==== Source material

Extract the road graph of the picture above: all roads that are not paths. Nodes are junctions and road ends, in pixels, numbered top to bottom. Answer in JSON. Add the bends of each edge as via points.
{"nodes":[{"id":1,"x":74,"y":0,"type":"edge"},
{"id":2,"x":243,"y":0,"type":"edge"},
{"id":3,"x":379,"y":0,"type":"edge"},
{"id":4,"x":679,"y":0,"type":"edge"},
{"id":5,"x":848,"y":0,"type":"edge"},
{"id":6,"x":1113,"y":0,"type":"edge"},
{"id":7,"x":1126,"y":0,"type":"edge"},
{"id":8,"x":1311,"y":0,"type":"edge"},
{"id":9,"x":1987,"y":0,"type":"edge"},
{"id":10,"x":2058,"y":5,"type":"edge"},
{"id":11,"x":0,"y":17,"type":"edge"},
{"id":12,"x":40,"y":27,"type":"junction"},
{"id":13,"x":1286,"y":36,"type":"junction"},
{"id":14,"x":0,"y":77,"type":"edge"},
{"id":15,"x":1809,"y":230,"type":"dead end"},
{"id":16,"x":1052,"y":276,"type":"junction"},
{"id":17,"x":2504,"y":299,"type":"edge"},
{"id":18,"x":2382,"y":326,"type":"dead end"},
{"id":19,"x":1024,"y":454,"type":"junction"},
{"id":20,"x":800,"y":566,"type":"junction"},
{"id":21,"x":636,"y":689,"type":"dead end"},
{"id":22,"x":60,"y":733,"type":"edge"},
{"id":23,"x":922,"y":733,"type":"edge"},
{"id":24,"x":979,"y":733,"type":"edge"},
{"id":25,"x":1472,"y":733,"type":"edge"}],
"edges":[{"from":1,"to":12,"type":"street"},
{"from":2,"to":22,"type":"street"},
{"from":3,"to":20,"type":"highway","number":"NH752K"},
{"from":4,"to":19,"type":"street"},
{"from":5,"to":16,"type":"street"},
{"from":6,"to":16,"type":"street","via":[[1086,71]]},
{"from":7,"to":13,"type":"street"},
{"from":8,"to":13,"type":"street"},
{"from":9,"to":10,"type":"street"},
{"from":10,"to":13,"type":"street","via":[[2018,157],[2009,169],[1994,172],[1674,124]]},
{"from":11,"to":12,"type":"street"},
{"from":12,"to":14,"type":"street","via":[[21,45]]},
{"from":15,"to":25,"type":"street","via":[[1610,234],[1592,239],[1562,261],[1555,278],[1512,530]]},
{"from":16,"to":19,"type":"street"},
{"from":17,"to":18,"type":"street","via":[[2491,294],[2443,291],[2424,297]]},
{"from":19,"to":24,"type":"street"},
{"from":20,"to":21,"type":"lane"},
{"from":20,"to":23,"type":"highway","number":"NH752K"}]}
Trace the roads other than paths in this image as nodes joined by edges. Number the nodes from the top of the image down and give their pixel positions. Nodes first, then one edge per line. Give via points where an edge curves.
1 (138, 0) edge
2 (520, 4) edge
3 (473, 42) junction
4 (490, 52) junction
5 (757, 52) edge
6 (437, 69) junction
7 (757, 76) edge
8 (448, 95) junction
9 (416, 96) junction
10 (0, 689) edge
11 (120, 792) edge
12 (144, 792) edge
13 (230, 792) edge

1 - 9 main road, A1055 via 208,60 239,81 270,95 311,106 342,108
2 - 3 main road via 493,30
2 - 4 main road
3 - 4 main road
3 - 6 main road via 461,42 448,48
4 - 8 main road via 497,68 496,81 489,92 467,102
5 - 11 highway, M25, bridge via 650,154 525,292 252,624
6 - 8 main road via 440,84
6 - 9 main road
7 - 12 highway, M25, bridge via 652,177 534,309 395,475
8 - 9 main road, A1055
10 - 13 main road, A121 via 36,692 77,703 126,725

========

Problem to work on: Return every line in the listing that contains the word "dead".

Answer to this exercise:
{"id":15,"x":1809,"y":230,"type":"dead end"},
{"id":18,"x":2382,"y":326,"type":"dead end"},
{"id":21,"x":636,"y":689,"type":"dead end"},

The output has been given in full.